New builds blocked by Quiet Start after restart

Last Reviewed:2025-09-22()
2 minute readKnowledge base

Issue

After a planned restart, users are unable to trigger new pipeline builds. A red banner is also displayed across all pages that reads The Jenkins Controller is preparing for shutdown. No new builds can be started:

Red banner shown on all pages

In the pipeline Builds widget, pending builds show a note that reads Jenkins is about to shut down:

Build widget showing

Cause

The controller was restarted with the Quiet start feature enabled. This feature intentionally keeps CloudBees CI in the quieting down state after a restart so that no new builds begin until an administrator explicitly cancels this state. This is typically used during maintenance to prevent build storms and allow controlled validation after startup.

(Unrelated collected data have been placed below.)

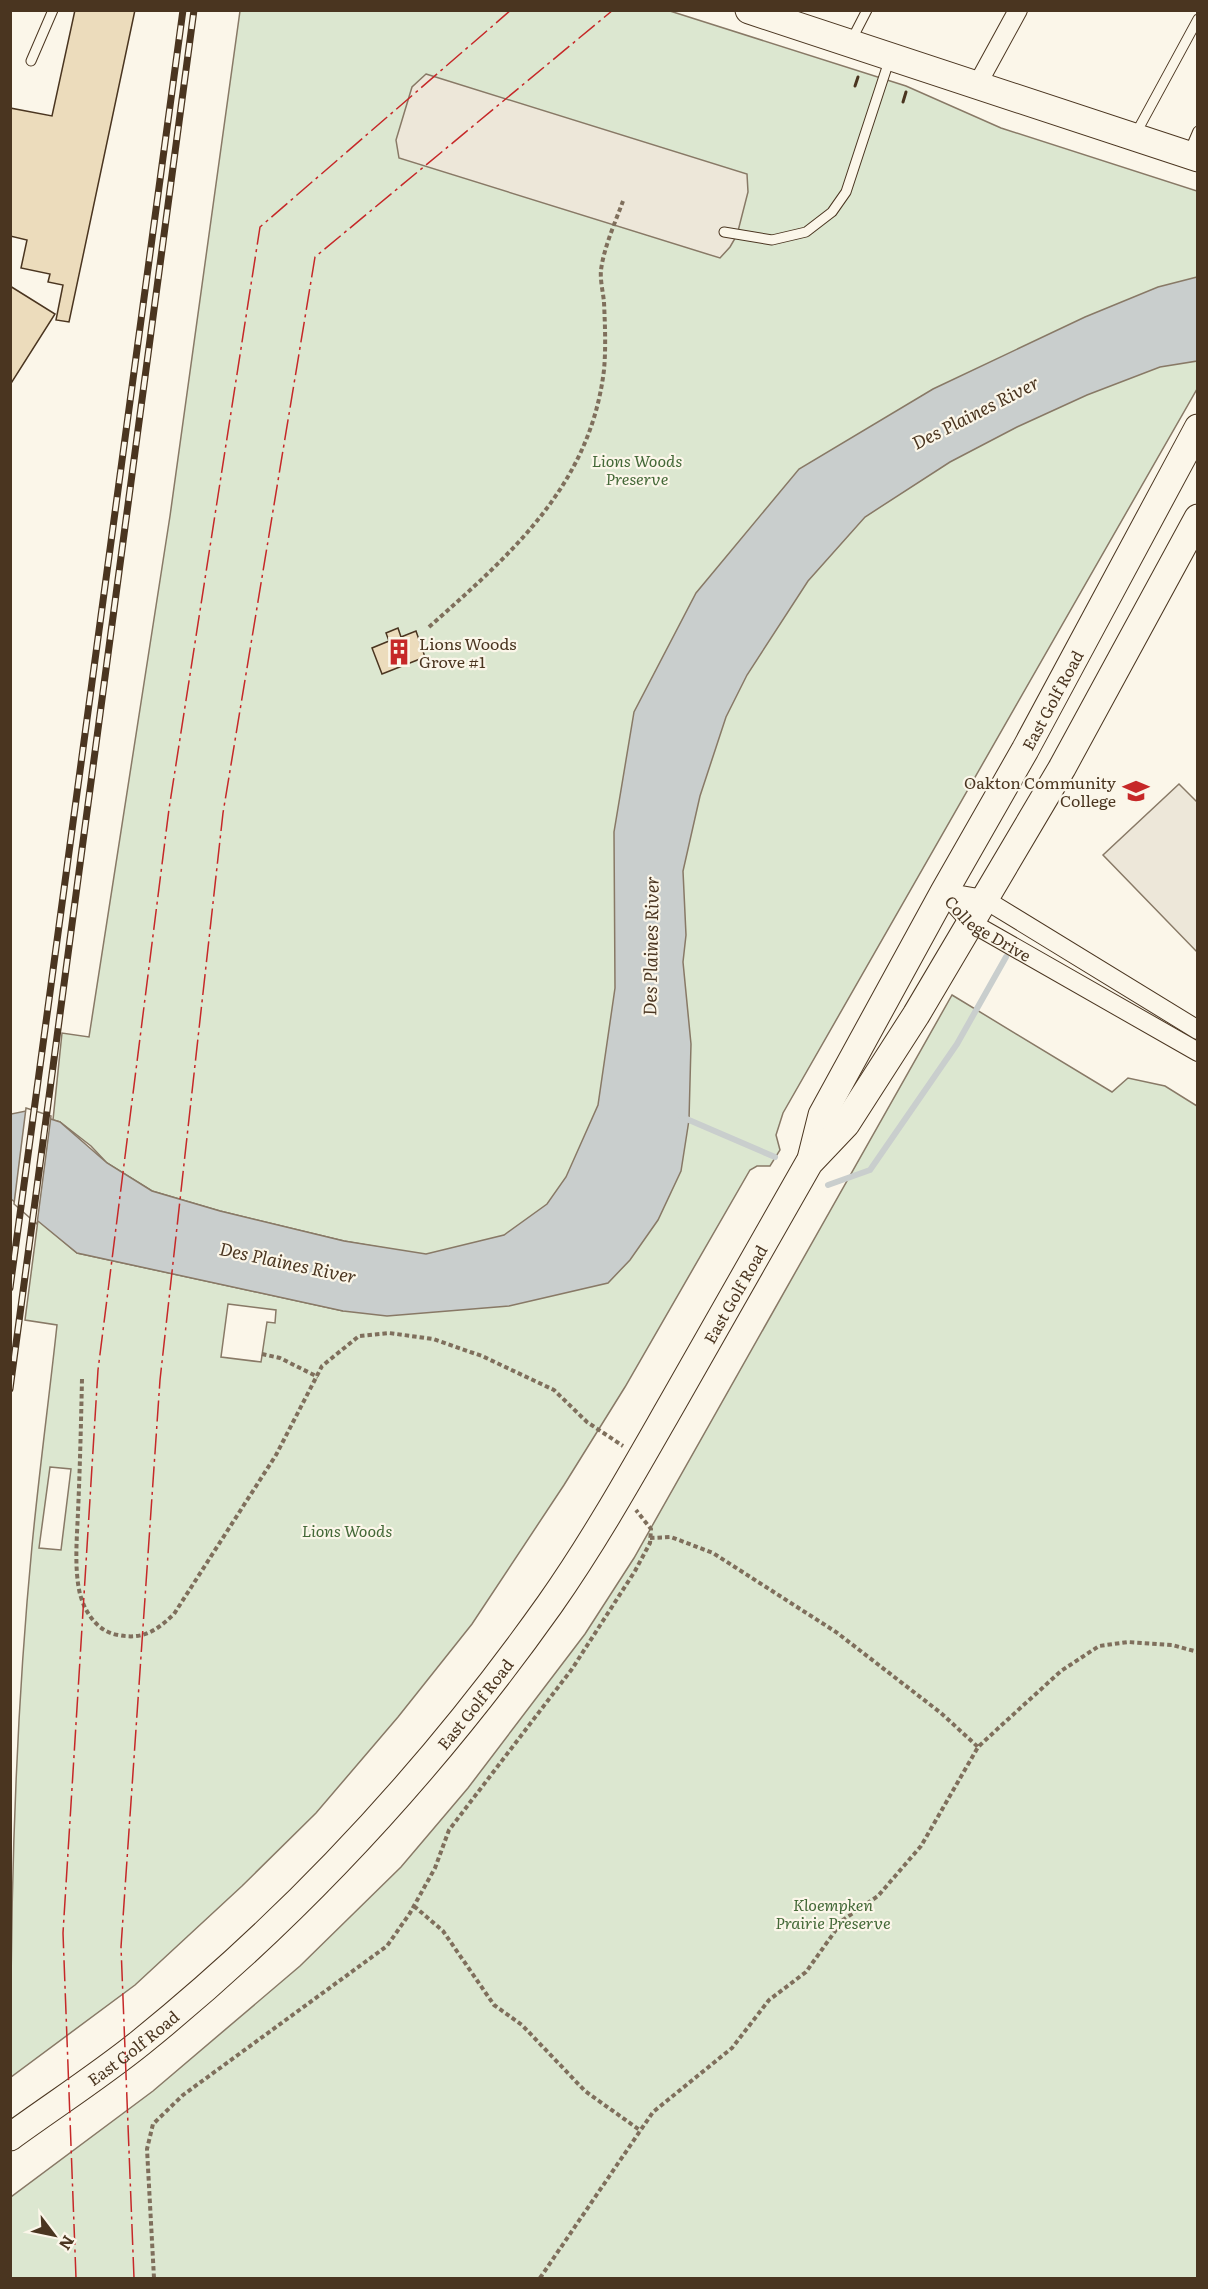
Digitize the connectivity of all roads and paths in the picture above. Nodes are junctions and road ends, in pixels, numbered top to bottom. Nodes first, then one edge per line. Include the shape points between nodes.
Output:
1 (53, 10) edge
2 (749, 10) edge
3 (867, 10) edge
4 (1018, 10) edge
5 (1193, 10) edge
6 (1197, 14) edge
7 (790, 17) edge
8 (1197, 19) edge
9 (849, 43) junction
10 (891, 57) junction
11 (31, 61) dead end
12 (977, 85) junction
13 (1134, 137) junction
14 (1194, 148) edge
15 (623, 201) dead end
16 (724, 232) dead end
17 (1192, 438) edge
18 (1197, 518) edge
19 (429, 627) dead end
20 (944, 892) junction
21 (984, 899) junction
22 (970, 922) junction
23 (1197, 1030) edge
24 (1197, 1052) edge
25 (810, 1163) junction
26 (262, 1354) dead end
27 (318, 1377) junction
28 (82, 1379) dead end
29 (642, 1457) junction
30 (622, 1491) junction
31 (650, 1538) junction
32 (1197, 1652) edge
33 (978, 1748) junction
34 (414, 1906) junction
35 (641, 2131) junction
36 (10, 2137) edge
37 (154, 2278) edge
38 (540, 2278) edge

1 - 11 lane
2 - 7 main road
3 - 9 lane
4 - 12 street
5 - 6 lane
7 - 9 main road
8 - 13 lane
9 - 10 main road
10 - 12 main road
10 - 16 lane via 846,192 832,212 806,232 772,240
12 - 13 main road
13 - 14 main road
15 - 19 path via 601,271 606,332 604,369 598,409 582,452 533,529
17 - 20 main road, East Golf Road via 1029,743
18 - 21 main road, East Golf Road via 1062,768
20 - 21 street, College Drive
20 - 22 street, College Drive
20 - 25 main road, East Golf Road via 822,1115
21 - 22 main road, East Golf Road
21 - 23 street, College Drive
22 - 24 street, College Drive
22 - 25 main road, East Golf Road via 916,1016 846,1124
25 - 29 main road, East Golf Road
26 - 27 path via 280,1358
27 - 28 path via 276,1455 174,1614 157,1631 135,1638 112,1634 97,1624 89,1617 80,1593 77,1542
27 - 29 path via 322,1366 359,1336 389,1333 433,1339 482,1356 554,1390 587,1422
29 - 30 main road, East Golf Road
30 - 31 path via 651,1529
30 - 36 main road, East Golf Road via 552,1601 491,1684 379,1820 301,1901 225,1971 138,2044
31 - 33 path via 670,1537 713,1553 836,1632 941,1713
31 - 34 path via 635,1571 572,1669 449,1830 435,1868
32 - 33 path via 1161,1644 1128,1642 1099,1646 1061,1671
33 - 35 path via 914,1854 878,1896 843,1920 806,1972 769,2000 732,2048 653,2112
34 - 35 path via 443,1931 494,2005 522,2025 585,2091
34 - 37 path via 387,1946 183,2095 153,2124 147,2149
35 - 38 path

Quiet Start is enabled from the UI: select the icon in the upper‑right corner Manage Jenkins  Quiet Restart and enabling the Stay in "quieting down" state when restarted option. If left enabled after maintenance, the controller restarts and remains in quiet mode, which blocks new builds.

Resolution

Cancel the quieting state (requires administrator permissions). You have two equivalent options:

  1. From the Build Queue widget, click the (cancel) link shown in the banner text: Jenkins is going to shut down. No further builds will be performed. (cancel)

    Cancel quiet mode
  2. Browse directly to the following endpoint (replacing <CONTROLLER_URL> with the affected controller’s URL):

    <CONTROLLER_URL>/cancelQuietDown

After cancelling, confirm that the red banner disappears and that new builds can be triggered.

To prevent recurrence after future restarts, select the icon in the upper‑right corner Manage Jenkins  Quiet Restart and uncheck Stay in "quieting down" state when restarted once maintenance is complete. This ensures the next restart behaves normally.

This article is part of our Knowledge Base and is provided for guidance-based purposes only. The solutions or workarounds described here are not officially supported by CloudBees and may not be applicable in all environments. Use at your own discretion, and test changes in a safe environment before applying them to production systems.